All this leaves four cases remaining to decide. Kennedy was a “Rolling Stone” case, one of several the outlet mentioned as likely to further the “Republican Line.” The other two are:
- Biden v. Texas, concerning whether President Biden had the authority to rescind President Trump’s “Remain in Mexico” policy.
- West Virginia v. Environmental Protection Agency, on whether or not the EPA may regulate carbon dioxide as a pollutant.
How the Court could decide either, is anyone’s guess, especially in light of the other two cases decided today. The Court has designated June 29, the last Wednesday of the month, to issue more opinions.
Is prayer in school ever acceptable?
That was the central issue with Coach Joseph Kennedy. Here is the opinion, which you can read for yourselves.
Coach Kennedy did at first pray alone. He prayed with players only after they asked to join him. These sessions grew to include most of the team. In fact the team, by tradition that began before Coach Kennedy came, had a habit of group prayer in the locker room, before and after games. But never once did Coach Kennedy insist that any player take part in prayer, with or without him.
For more than seven years, no one complained. Then in September of 2015 an employee from a school other than where Kennedy coached, said some good things about these practices to the Superintendent of Schools.
Immediately (on September 17) the District sent Coach Kennedy a letter. The essence of it was:
- Stop all prayer activities,
- Stop your motivational speeches that include prayer or other “religious expression,” and
- Avoid saying anything about prayer to players, for or against.
The District also ordered Coach Kennedy to avoid even the appearance of endorsing prayer or other religious concepts or activities. In fact the District wrote Coach Kennedy of a direct tension between the Establishment Clause and his freedom to speak and exercise his religion.
The prayer showdown
Coach Kennedy at first tried to comply. He stopped all his activities with players, though some of them were traditional even before he started coaching there. But when it came to stopping his own personal mid-field prayers, he balked. Not even to offer his own prayer, he felt, would break his commitment to God. So one fine day he drove back to the school, walked out onto the field, and prayed. Everyone else had already left the field.
Then he “lawyered up.” Through his lawyer, he wrote the District, describing his attempt to comply with everything except refraining from personal prayer. He politely asked the District to let him pray on his own. The District, writing back, said NO. He must never do anything openly that could suggest to anyone that he was endorsing prayer while on duty. Otherwise, the District could have an Establishment Clause lawsuit on its hands. (In point of fact, no record exists of an Establishment Clause complaint against the school or district.)

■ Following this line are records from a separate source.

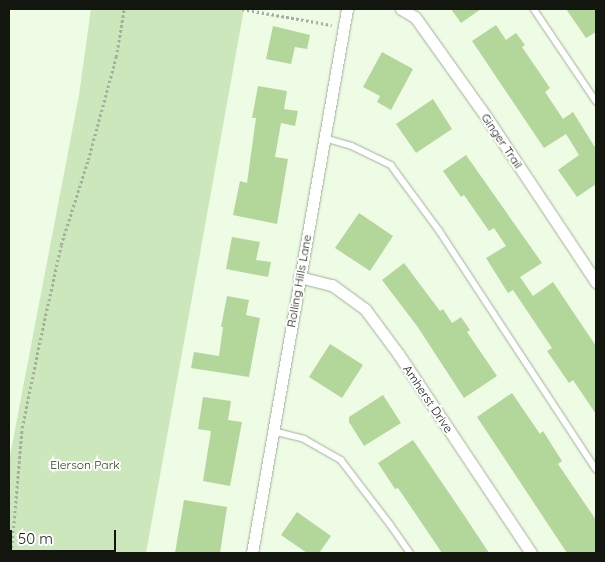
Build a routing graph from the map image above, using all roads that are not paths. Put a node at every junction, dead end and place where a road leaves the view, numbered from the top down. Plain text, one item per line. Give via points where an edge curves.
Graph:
1 (347, 9) edge
2 (401, 9) edge
3 (534, 9) edge
4 (596, 101) edge
5 (324, 138) junction
6 (299, 277) junction
7 (596, 282) edge
8 (273, 431) junction
9 (596, 469) edge
10 (252, 553) edge
11 (410, 553) edge
12 (531, 553) edge

1 - 5 street, Rolling Hills Lane
2 - 7 street, Ginger Trail via 415,17
3 - 4 lane
5 - 6 street, Rolling Hills Lane
5 - 9 lane via 352,146 392,165 439,230
6 - 8 street, Rolling Hills Lane
6 - 12 street, Amherst Drive via 332,285 365,309
8 - 10 street, Rolling Hills Lane
8 - 11 lane via 304,439 341,460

Coach Kennedy would then take to praying privately, but inevitably adults and/or players would join him. The event got local media attention. This seems to have infuriated the Superintendent even more. Again, absent any complaint from any atheist, secular humanist, or “Freethinker,” the District finally – after three games – put the coach on paid administrative leave. They then closed the field to the public and even had the Bremerton Police guard the field. 2015 would be Coach Kennedy’s last coaching season.
The coach’s next plays
That’s when Coach Kennedy sued the District in the District Court for the Western District of Washington State. He sued on Free Exercise and Free Speech grounds. Then he asked for a temporary restraining order to ge t his old job back. The District Court literally said that a
reasonable observer … would have seen him as … leading an orchestrated session of faith.
So, no TRO. In fact the Court said the District was correct to fear Establishment Clause liability.
The Ninth Circuit agreed with that. Coach Kennedy tried to get certiorari then, but the Supreme Court denied it. But that was not all. Justice Sam Alito said that denying certiorari at that time, didn’t mean the Court agreed with the lower Courts’ actions. Perhaps it meant only that the case was not ripe and wouldn’t be ripe until it had a verdict. Nevertheless Justice Alito expressed concern that the lower courts seemed to be saying a teacher couldn’t say grace before lunch!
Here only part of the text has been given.